Der Senat teilt auch die Auffassung des Landgerichts insoweit, dass es sich beim Delisting um keinen Eigentumseingriff handelt. Gegenteiliges lässt sich entgegen der Auffassung der Kläger auch nicht aus der Entscheidung des Bundesverfassungsgerichts (WM 99, 1666) entnehmen. Das Bundesverfassungsgericht hat die Verkehrsfähigkeit als eine Eigenschaft des Wertpapiers, die bei der Berechnung der Abfindung zu berücksichtigen ist, dargestellt. Durch die Einschränkung der Verkehrsfähigkeit, die durch das Delisting eintritt, wird der Kern des Eigentums, der im Anteil am Unternehmen selbst besteht, nicht berührt.

e) Die Durchführung eines Spruchverfahrens analog § 306 AktG ist abzulehnen. Die Analogie verbietet sich deswegen, weil eine Regelungslücke nicht besteht, insbesondere aber auch deswegen, weil die Anpassung eines freiwilligen Kaufangebots durch das Gericht einen Eingriff in die Privatautonomie darstellen und zu einer nicht vertretbaren Überschneidung zwischen gesetzlich vorgeschriebenen Abfindungen (z.B. §§ 304 f., 320 b AktG) und dem nach den Börsenordnungen vorgesehenen freiwilligen Kaufangebot führen würde.

Aus den gleichen Gründen ist eine Verweisung in den Rechtsweg der freiwilligen Gerichtsbarkeit, wie sie die Klägerinnen zu 3) und 4) beantragt haben, nicht vorzunehmen.

II.

Die Nebenentscheidungen beruhen auf §§ 97, 546 Abs. 2, 708 Ziffer 11 ZPO.

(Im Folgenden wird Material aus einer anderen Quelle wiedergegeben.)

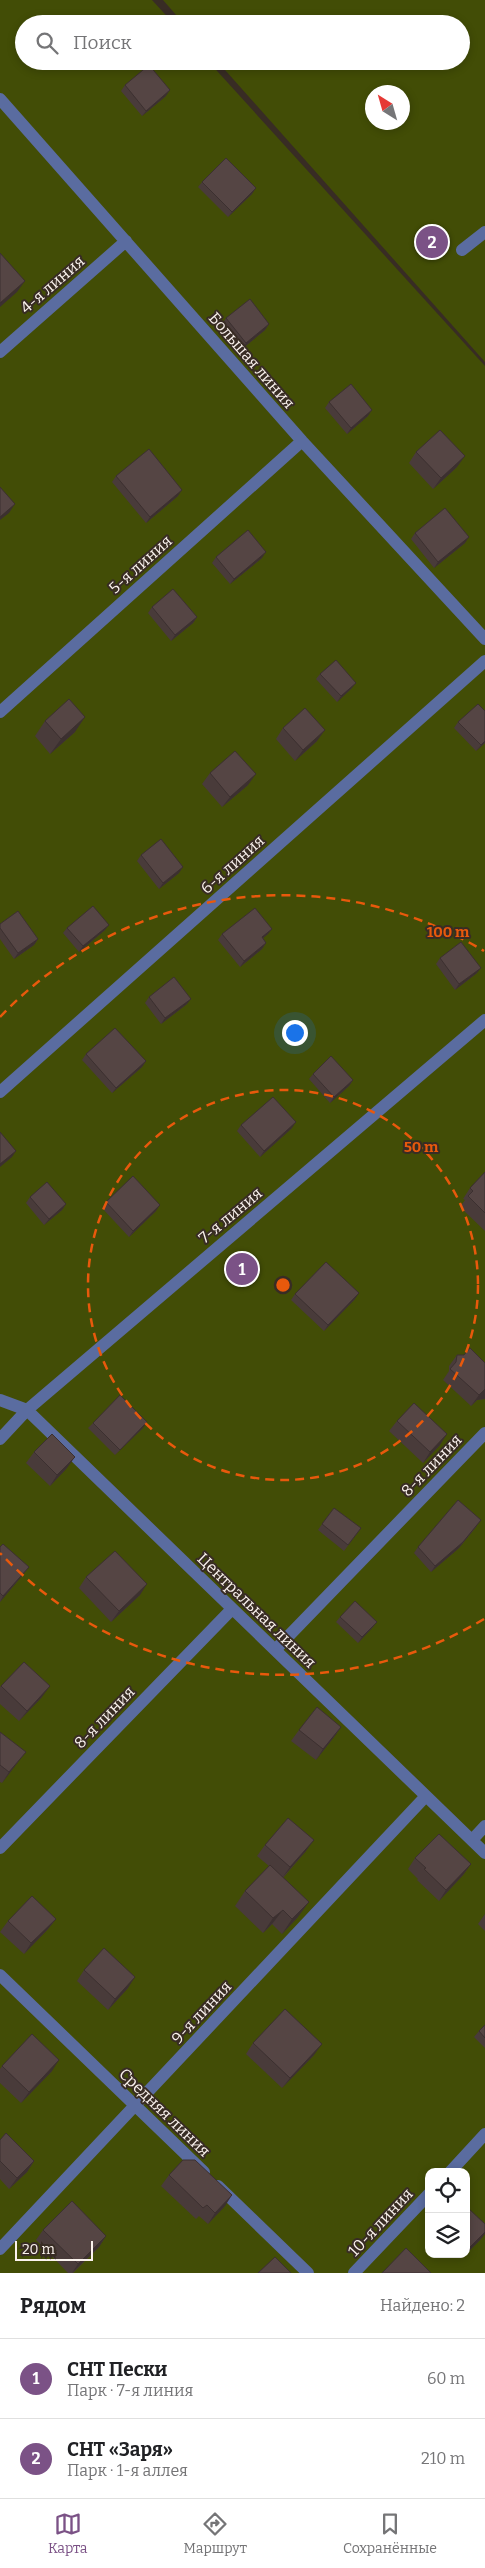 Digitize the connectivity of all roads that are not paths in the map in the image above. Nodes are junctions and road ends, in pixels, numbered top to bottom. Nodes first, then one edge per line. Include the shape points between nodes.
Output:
1 (0, 98) edge
2 (485, 232) edge
3 (126, 241) junction
4 (462, 250) dead end
5 (0, 352) edge
6 (302, 441) junction
7 (485, 639) edge
8 (485, 661) edge
9 (0, 712) edge
10 (485, 1020) edge
11 (0, 1092) edge
12 (0, 1400) edge
13 (27, 1410) junction
14 (485, 1433) edge
15 (0, 1439) edge
16 (232, 1609) junction
17 (274, 1650) junction
18 (426, 1796) junction
19 (485, 1826) edge
20 (472, 1840) junction
21 (0, 1848) edge
22 (485, 1853) edge
23 (0, 1974) edge
24 (135, 2106) junction
25 (485, 2134) edge
26 (454, 2168) edge
27 (425, 2198) edge
28 (0, 2249) edge
29 (308, 2273) edge
30 (354, 2273) edge

1 - 3 street, Большая линия
2 - 4 street
3 - 5 street, 4-я линия
3 - 6 street, Большая линия
6 - 7 street, Большая линия
6 - 9 street, 5-я линия
8 - 11 street, 6-я линия
10 - 13 street, 7-я линия
12 - 13 street, Центральная линия
13 - 15 street, 7-я линия
13 - 16 street, Центральная линия
14 - 17 street, 8-я линия
16 - 17 street, Центральная линия
16 - 21 street, 8-я линия
17 - 18 street, Центральная линия
18 - 20 street, Центральная линия
18 - 24 street, 9-я линия
19 - 20 street
20 - 22 street, Центральная линия
23 - 24 street, Средняя линия
24 - 28 street, 9-я линия
24 - 29 street, Средняя линия
25 - 26 street
27 - 30 street, 10-я линия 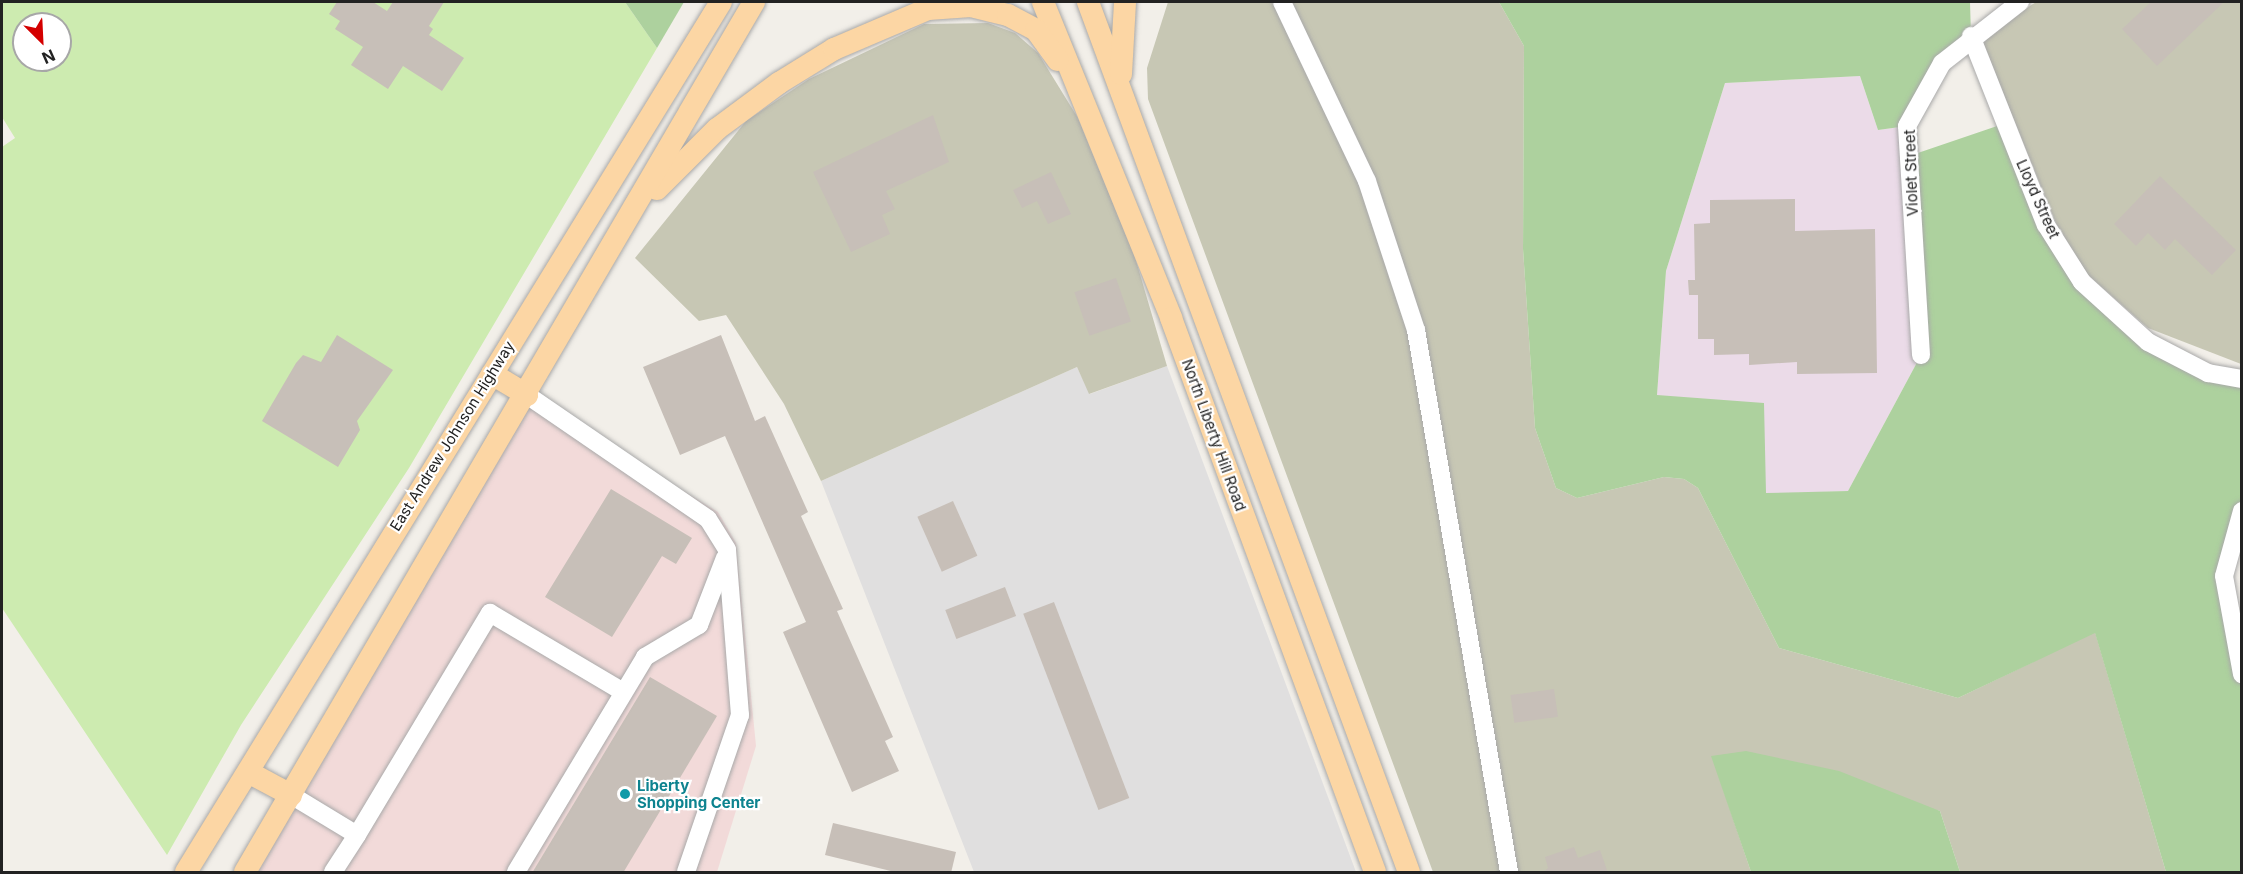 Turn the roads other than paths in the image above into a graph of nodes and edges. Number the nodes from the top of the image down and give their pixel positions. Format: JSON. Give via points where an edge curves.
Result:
{"nodes":[{"id":1,"x":721,"y":2,"type":"edge"},
{"id":2,"x":754,"y":2,"type":"edge"},
{"id":3,"x":944,"y":2,"type":"edge"},
{"id":4,"x":1043,"y":2,"type":"edge"},
{"id":5,"x":1088,"y":2,"type":"edge"},
{"id":6,"x":1125,"y":2,"type":"edge"},
{"id":7,"x":1282,"y":2,"type":"edge"},
{"id":8,"x":2020,"y":2,"type":"edge"},
{"id":9,"x":921,"y":9,"type":"junction"},
{"id":10,"x":1971,"y":36,"type":"junction"},
{"id":11,"x":1123,"y":90,"type":"junction"},
{"id":12,"x":1081,"y":92,"type":"junction"},
{"id":13,"x":621,"y":231,"type":"junction"},
{"id":14,"x":1921,"y":355,"type":"dead end"},
{"id":15,"x":492,"y":374,"type":"junction"},
{"id":16,"x":2241,"y":379,"type":"edge"},
{"id":17,"x":526,"y":395,"type":"junction"},
{"id":18,"x":2241,"y":511,"type":"edge"},
{"id":19,"x":727,"y":550,"type":"junction"},
{"id":20,"x":2241,"y":674,"type":"edge"},
{"id":21,"x":622,"y":691,"type":"junction"},
{"id":22,"x":248,"y":772,"type":"junction"},
{"id":23,"x":291,"y":795,"type":"junction"},
{"id":24,"x":357,"y":835,"type":"junction"},
{"id":25,"x":186,"y":873,"type":"edge"},
{"id":26,"x":245,"y":873,"type":"edge"},
{"id":27,"x":333,"y":873,"type":"edge"},
{"id":28,"x":516,"y":873,"type":"edge"},
{"id":29,"x":686,"y":873,"type":"edge"},
{"id":30,"x":1375,"y":873,"type":"edge"},
{"id":31,"x":1409,"y":873,"type":"edge"},
{"id":32,"x":1509,"y":873,"type":"edge"}],
"edges":[{"from":1,"to":15,"type":"main road","name":"East Andrew Johnson Highway"},
{"from":2,"to":13,"type":"main road"},
{"from":3,"to":9,"type":"main road"},
{"from":4,"to":12,"type":"main road","name":"North Liberty Hill Road"},
{"from":5,"to":11,"type":"main road","name":"North Liberty Hill Road"},
{"from":6,"to":11,"type":"main road"},
{"from":7,"to":32,"type":"street","via":[[1367,181],[1416,330]]},
{"from":8,"to":10,"type":"street","name":"Violet Street"},
{"from":9,"to":12,"type":"main road","via":[[971,6],[1022,21],[1051,49]]},
{"from":9,"to":13,"type":"main road","via":[[834,49],[717,129]]},
{"from":10,"to":14,"type":"street","name":"Violet Street","via":[[1942,63],[1907,126]]},
{"from":10,"to":16,"type":"street","name":"Lloyd Street","via":[[2046,225],[2082,282],[2148,342],[2208,373]]},
{"from":11,"to":31,"type":"main road","name":"North Liberty Hill Road"},
{"from":12,"to":30,"type":"main road","name":"North Liberty Hill Road","via":[[1171,318]]},
{"from":13,"to":17,"type":"main road"},
{"from":15,"to":17,"type":"main road"},
{"from":15,"to":22,"type":"main road","name":"East Andrew Johnson Highway"},
{"from":17,"to":19,"type":"street","via":[[708,519]]},
{"from":17,"to":23,"type":"main road"},
{"from":18,"to":20,"type":"street","via":[[2224,576]]},
{"from":19,"to":21,"type":"street","via":[[699,625],[645,657]]},
{"from":19,"to":29,"type":"street","via":[[740,715]]},
{"from":21,"to":24,"type":"street","via":[[490,613]]},
{"from":21,"to":28,"type":"street"},
{"from":22,"to":23,"type":"main road"},
{"from":22,"to":25,"type":"main road","name":"East Andrew Johnson Highway"},
{"from":23,"to":24,"type":"street"},
{"from":23,"to":26,"type":"main road"},
{"from":24,"to":27,"type":"street"}]}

In Übereinstimmung mit dem Landgericht ist der Senat von Streitwerten i.H.v. DM 400.000,-- für die Anfechtung des Delisting, von DM 100.000,-- für die Anfechtung des Gewinnverwendungsbeschlusses und hinsichtlich der Entlastungsbeschlüsse von DM 50.000,-- (TOP 5), DM 30.000,-- (TOP 6), DM 25.000,-- (TOP 7) und DM 15.000,-- (TOP 8), somit einem Gesamtstreitwert von DM 620.000,-- ausgegangen (§ 247 Abs. 1 AktG).